When we were at fires that lasted for hours, the Salvation Army would often appear and make soup from the plants at the side of the road, like nettles. It tasted so good when you were hungry. There were many times when we were so thankful to see them arriving because we knew that they would make us something to eat and we would get hot cups of tea.


Ferny Ness crash


But, sometimes, a job would leave us with great sadness. On this particular occasion we had a call to go down the coast to Gosford Bay near Longniddry. There had been a bus carrying young naval cadets which had been bombed near Ferny Ness*. I was driving the fire engine that day. It was one of the saddest sights I’ve ever seen. I can still see it yet as if it were yesterday. The twisted mangled bus and broken torn bodies everywhere, some hardly recognisable as having been young men - just bits. The sobs and groans and the sudden screams of pain piercing the terrible silence will always be in my head. Many of the injured did not survive and it was really just trying to make them as comfortable as possible and holding their hands or stroking their cheeks until they died. This was one of my saddest jobs but I knew it had to be done. There was no joking that day as we returned to the station. Like other incidents in the war, this one, for some reason, just seemed to vanish from the records as if it had never happened. No doubt national security would be given as the answer. But those of us who attended the incident will always carry it in our minds. For many years after, I had dreadful nightmares reliving the scene, waking up screaming and sweating. Nowadays people would get counselling. During the war you just got on with it because the next day might have been worse.


Relaxation


We had some free time and we made the most of it. Along with the other two dispatch riders, my sister and other friends, we would all go to Edinburgh for a bit of fun. One night we thought we would go round the bars. We were having a super time because, by then, the Americans and other foreign troops were in the town. We were all enjoying our drinks and the company when one of our gang turned round and saw two of our women officers. They were always much harder on us than the male officers so we hoped they hadn’t seen us. But, in front of our friends we were given a row and told we should not be in a pub as we were in uniform. Well, we just told them that they were in uniform too and no exceptions should be made to the rules. Of course, a wee drink had made us brave. However, it was never mentioned again when we saw them next, so it must have had some effect on them. Needless to say, we still continued to have a drink and enjoy ourselves in uniform. After all, we were supposed to be fighting for our freedom.

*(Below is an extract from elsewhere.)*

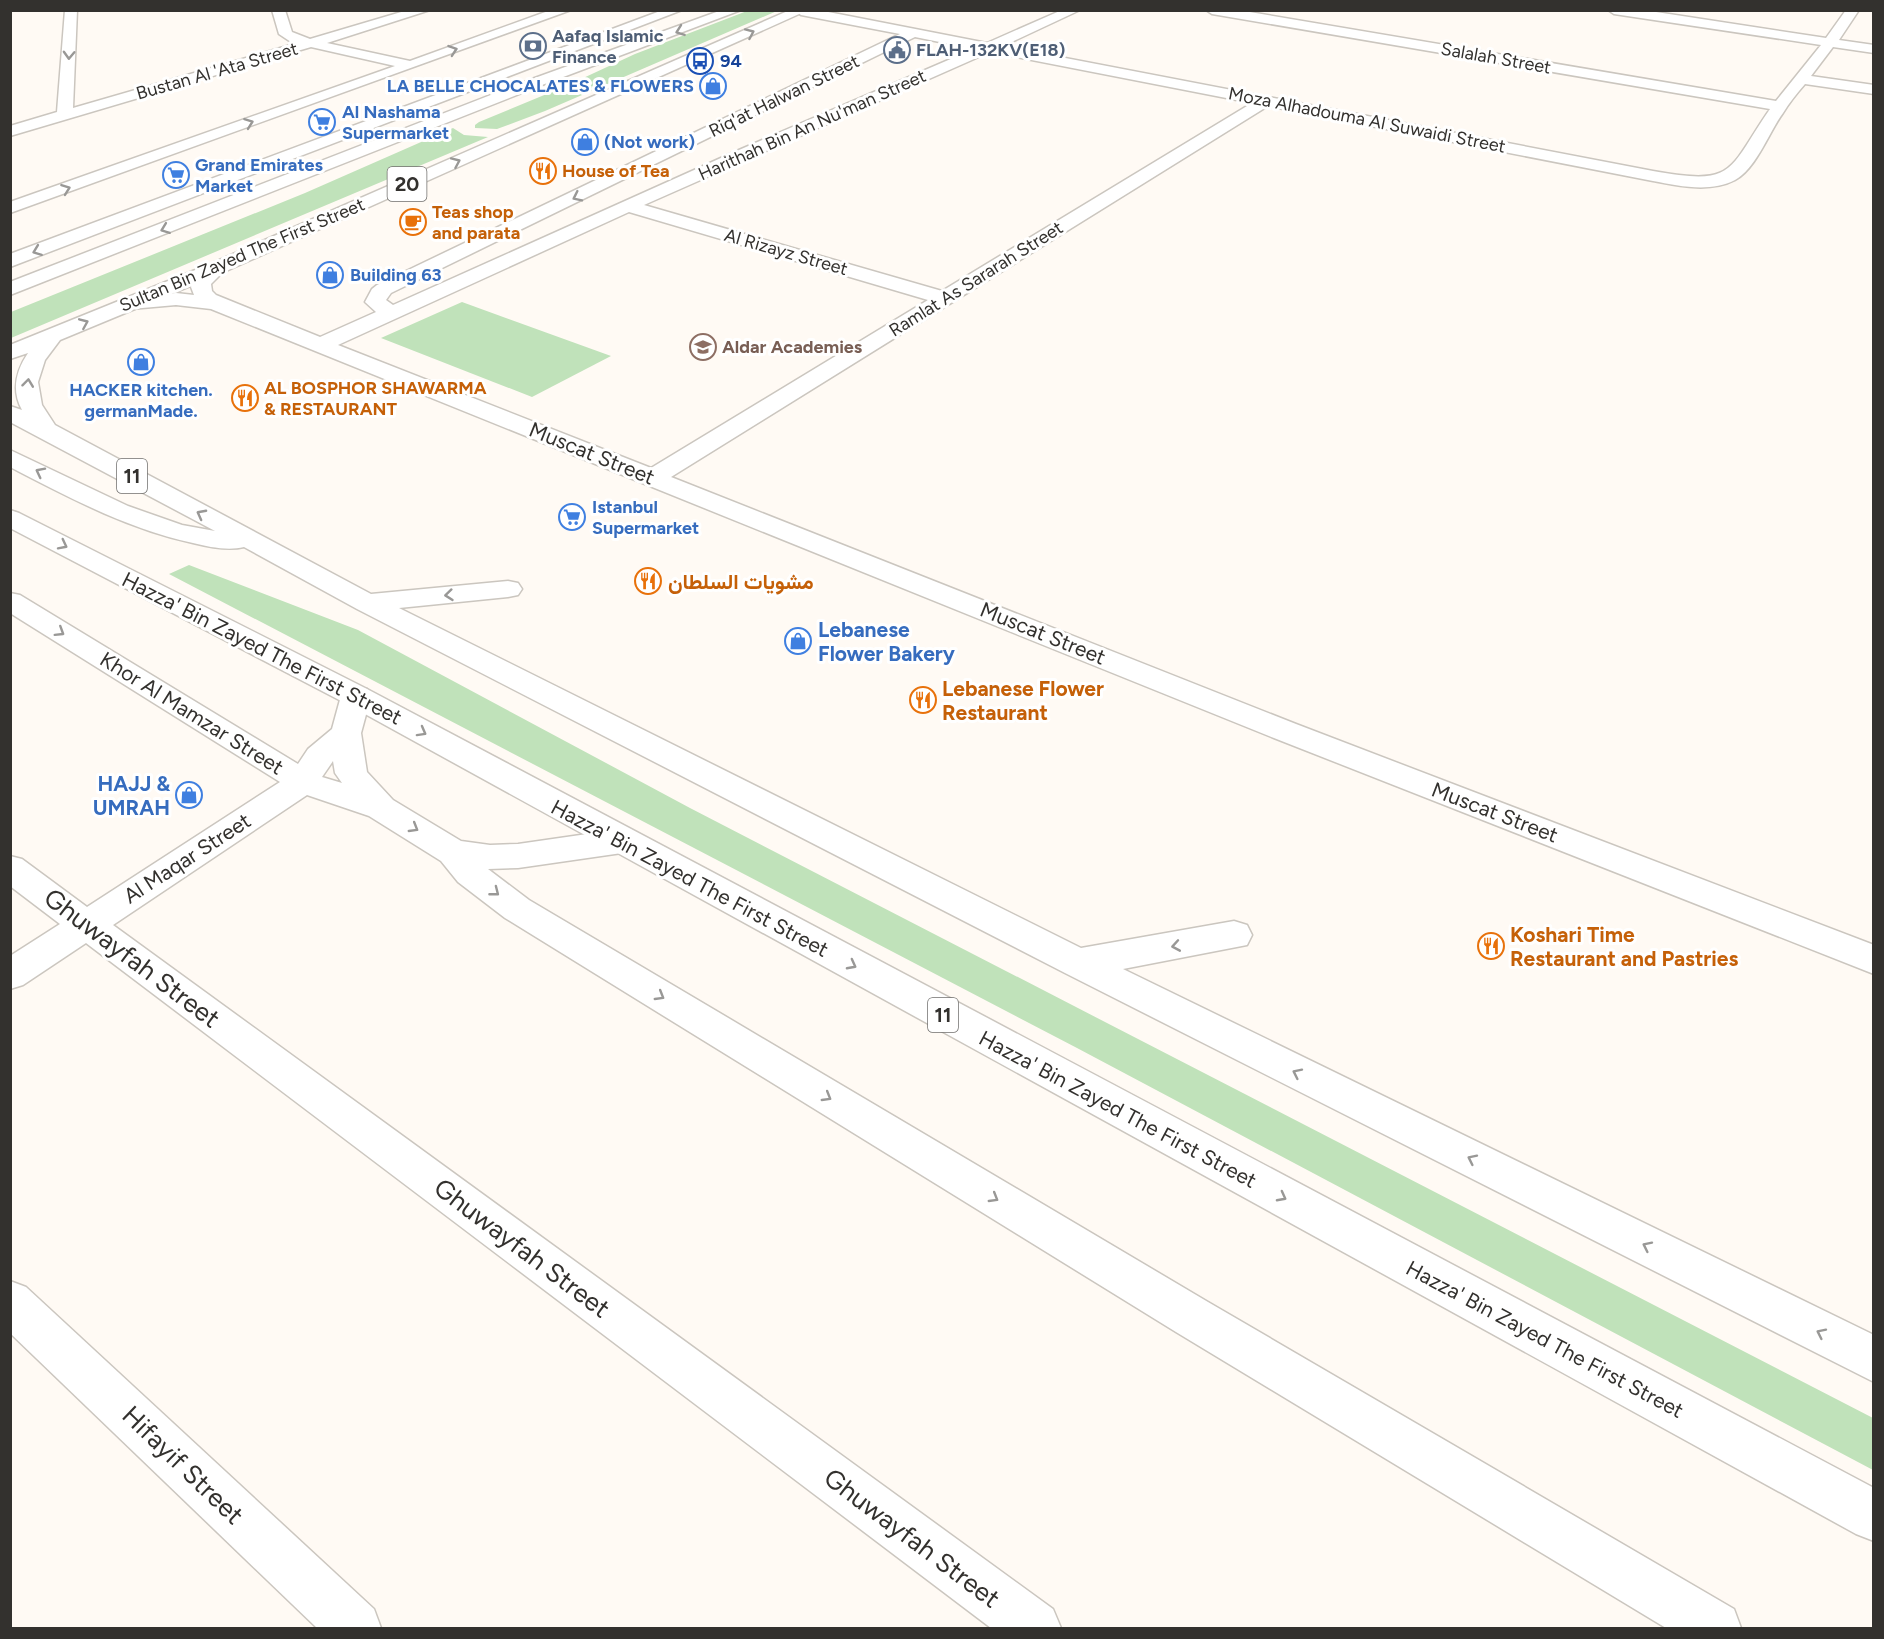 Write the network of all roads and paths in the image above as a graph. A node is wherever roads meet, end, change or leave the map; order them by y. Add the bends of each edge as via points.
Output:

I spent four and a half years in the service. I did the job I was asked to do for the sake of our country and went through experiences that would last a lifetime. One of the best things was the friendships that I made. But, I never thought that I would ever have to put out so many fires!


Lacking recognition


I just wish though that the work done during the war by fire-fighters was given more recognition. You read all about the Armed Forces, the Land Army, The Bevin Boys, the Civil Defence, etc., but how often do you read about what wartime firemen and women did during those dangerous times? We were right at the heart of so many serious incidents, but it’s almost as if we hadn’t existed. Only those who served in the National Fire Service know the full extent of what we achieved and I’m proud to have been part of it.”


* Daisy’s wrong to attribute the casualties and the destruction of the bus to it having been ‘...bombed...”. It was hit by a practising dive-bomber which failed to pull out of a dive.